If we're not alone, then where are all the aliens? Why hasn't SETI found anything?

This is likely way more than you wanted to read, but I loved this paper that (I believe) did a great job explaining why we're not overrun with aliens. Some math, but nothing too explosive if you've had some statistics.

Dissolving the Fermi Paradox: https://arxiv.org/pdf/1806.02404.pdf

Abstract

The Fermi paradox is the conflict between an expectation of a high ex ante probability of intelligent life elsewhere in the universe and the apparently lifeless universe we in fact observe.

The expectation that the universe should be teeming with intelligent life is linked to models like the Drake equation, which suggest that even if the probability of intelligent life developing at a given site is small, the sheer multitude of possible sites should nonetheless yield a large number of potentially observable civilizations.

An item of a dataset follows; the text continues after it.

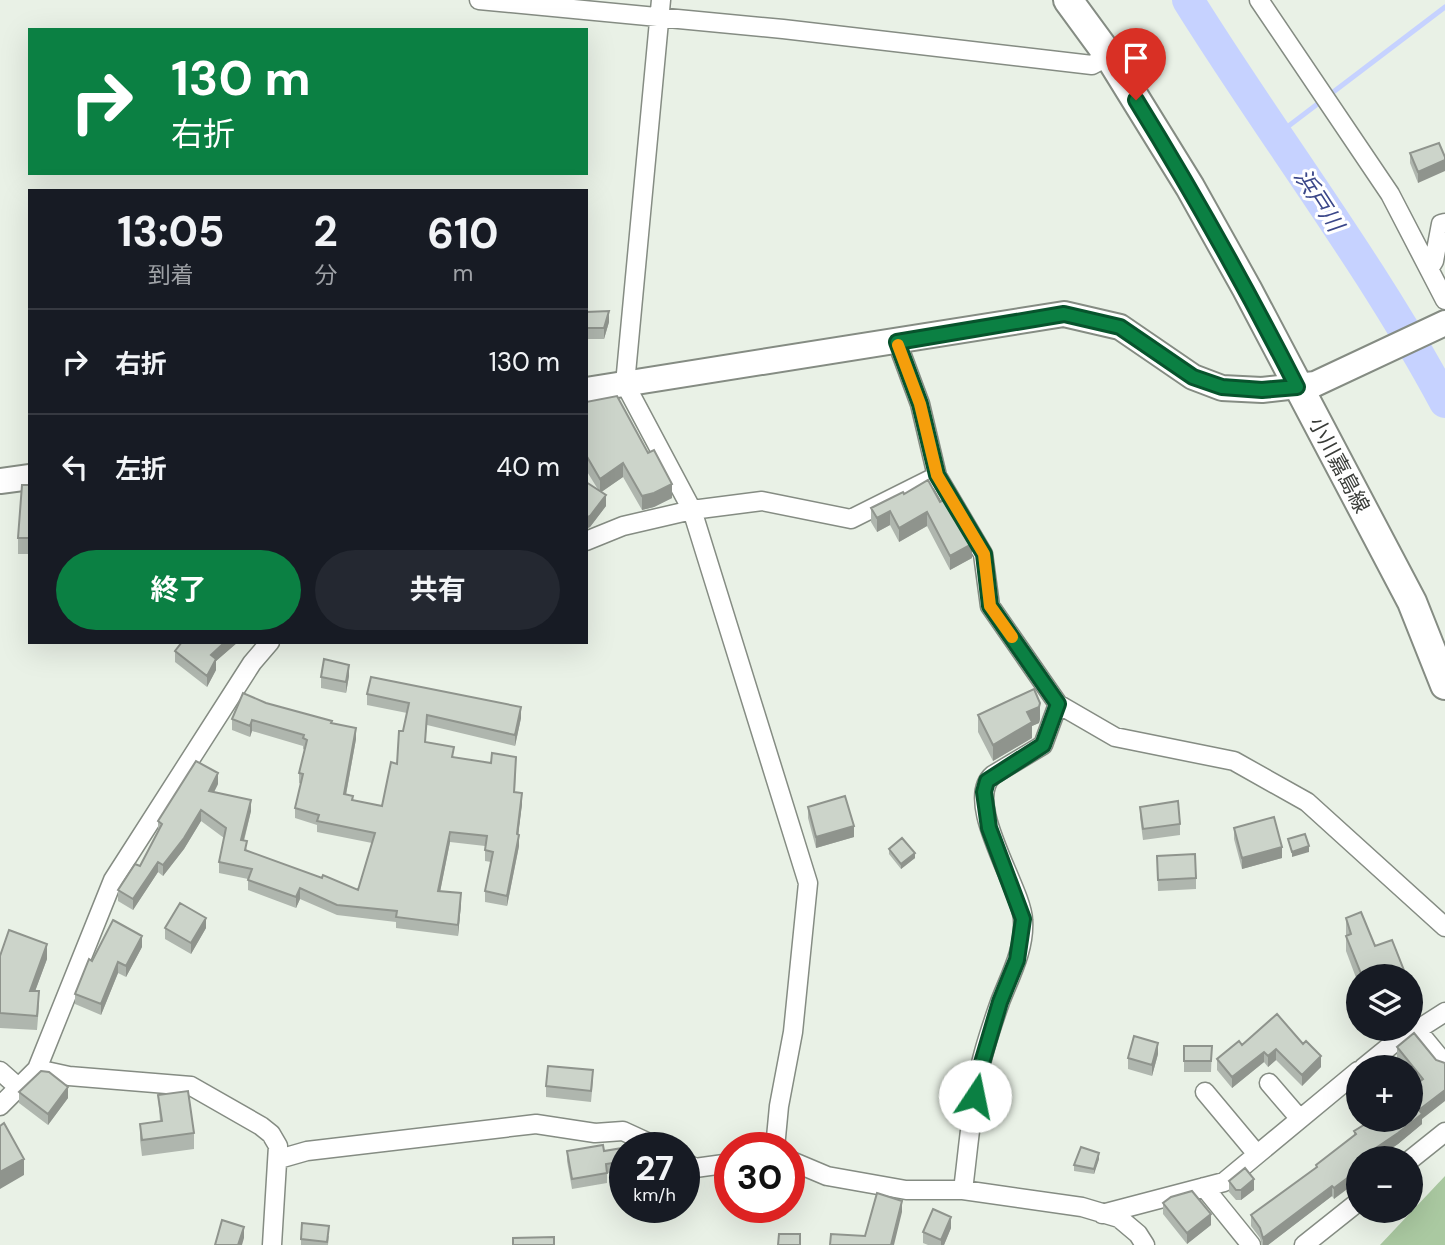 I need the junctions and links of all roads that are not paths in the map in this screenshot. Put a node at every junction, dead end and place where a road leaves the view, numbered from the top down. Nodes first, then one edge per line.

We show that this conflict arises from the use of Drake-like equations, which implicitly assume certainty regarding highly uncertain parameters. We examine these parameters, incorporating models of chemical and genetic transitions on paths to the origin of life, and show that extant scientific knowledge corresponds to uncertainties that span multiple orders of magnitude. This makes a stark difference.

When the model is recast to represent realistic distributions of uncertainty, we find a substantial ex ante probability of there being no other intelligent life in our observable universe, and thus that there should be little surprise when we fail to detect any signs of it.

This result dissolves the Fermi paradox, and in doing so removes any need to invoke speculative mechanisms by which civilizations would inevitably fail to have observable effects upon the universe.